Working data -

::::::::

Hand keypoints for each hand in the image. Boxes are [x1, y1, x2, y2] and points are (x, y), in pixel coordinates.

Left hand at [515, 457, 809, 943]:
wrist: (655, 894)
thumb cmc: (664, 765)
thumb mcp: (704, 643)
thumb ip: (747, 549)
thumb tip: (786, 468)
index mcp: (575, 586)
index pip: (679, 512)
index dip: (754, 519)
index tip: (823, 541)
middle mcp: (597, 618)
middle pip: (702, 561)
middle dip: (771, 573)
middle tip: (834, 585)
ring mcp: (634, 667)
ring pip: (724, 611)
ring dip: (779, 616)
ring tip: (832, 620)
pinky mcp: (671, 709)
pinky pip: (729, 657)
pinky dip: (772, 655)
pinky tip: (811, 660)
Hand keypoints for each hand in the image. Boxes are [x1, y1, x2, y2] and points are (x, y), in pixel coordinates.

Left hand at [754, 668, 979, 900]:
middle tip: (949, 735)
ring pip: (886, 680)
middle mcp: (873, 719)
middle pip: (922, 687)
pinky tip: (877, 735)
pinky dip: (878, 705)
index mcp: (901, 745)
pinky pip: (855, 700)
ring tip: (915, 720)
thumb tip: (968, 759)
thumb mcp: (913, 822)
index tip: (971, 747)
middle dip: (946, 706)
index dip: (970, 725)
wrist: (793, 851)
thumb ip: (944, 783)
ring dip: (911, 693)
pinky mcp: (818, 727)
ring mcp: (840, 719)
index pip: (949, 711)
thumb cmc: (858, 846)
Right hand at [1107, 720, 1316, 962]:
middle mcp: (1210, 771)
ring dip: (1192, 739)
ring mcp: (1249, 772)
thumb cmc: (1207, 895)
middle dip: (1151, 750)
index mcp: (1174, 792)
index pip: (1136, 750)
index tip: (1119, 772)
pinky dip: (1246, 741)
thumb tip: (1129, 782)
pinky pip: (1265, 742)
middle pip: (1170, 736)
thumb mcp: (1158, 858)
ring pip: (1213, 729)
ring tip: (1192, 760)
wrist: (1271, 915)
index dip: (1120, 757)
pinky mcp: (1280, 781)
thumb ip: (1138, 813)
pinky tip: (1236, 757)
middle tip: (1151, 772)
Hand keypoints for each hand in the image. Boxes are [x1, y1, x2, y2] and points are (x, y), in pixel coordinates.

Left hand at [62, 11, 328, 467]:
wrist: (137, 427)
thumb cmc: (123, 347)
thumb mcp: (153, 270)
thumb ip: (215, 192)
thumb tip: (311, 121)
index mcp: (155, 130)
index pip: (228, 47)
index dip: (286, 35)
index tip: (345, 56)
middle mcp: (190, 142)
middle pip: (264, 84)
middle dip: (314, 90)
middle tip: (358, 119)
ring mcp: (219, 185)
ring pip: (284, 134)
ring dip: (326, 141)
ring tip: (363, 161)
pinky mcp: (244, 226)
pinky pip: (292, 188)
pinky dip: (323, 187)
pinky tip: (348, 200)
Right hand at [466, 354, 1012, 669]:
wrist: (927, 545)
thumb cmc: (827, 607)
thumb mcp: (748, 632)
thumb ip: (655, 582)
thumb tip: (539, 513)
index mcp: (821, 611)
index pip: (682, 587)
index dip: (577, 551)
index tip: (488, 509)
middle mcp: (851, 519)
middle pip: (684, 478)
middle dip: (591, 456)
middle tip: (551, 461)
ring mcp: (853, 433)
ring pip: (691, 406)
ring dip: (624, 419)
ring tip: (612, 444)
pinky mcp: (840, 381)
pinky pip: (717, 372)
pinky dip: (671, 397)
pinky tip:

::::::::

What is needed - Lines from the records above that hold "Left" are the ones to list.

Answer area -
Left hand at [515, 457, 809, 943]:
Left hand at [754, 668, 979, 900]:
Left hand at [62, 11, 328, 467]:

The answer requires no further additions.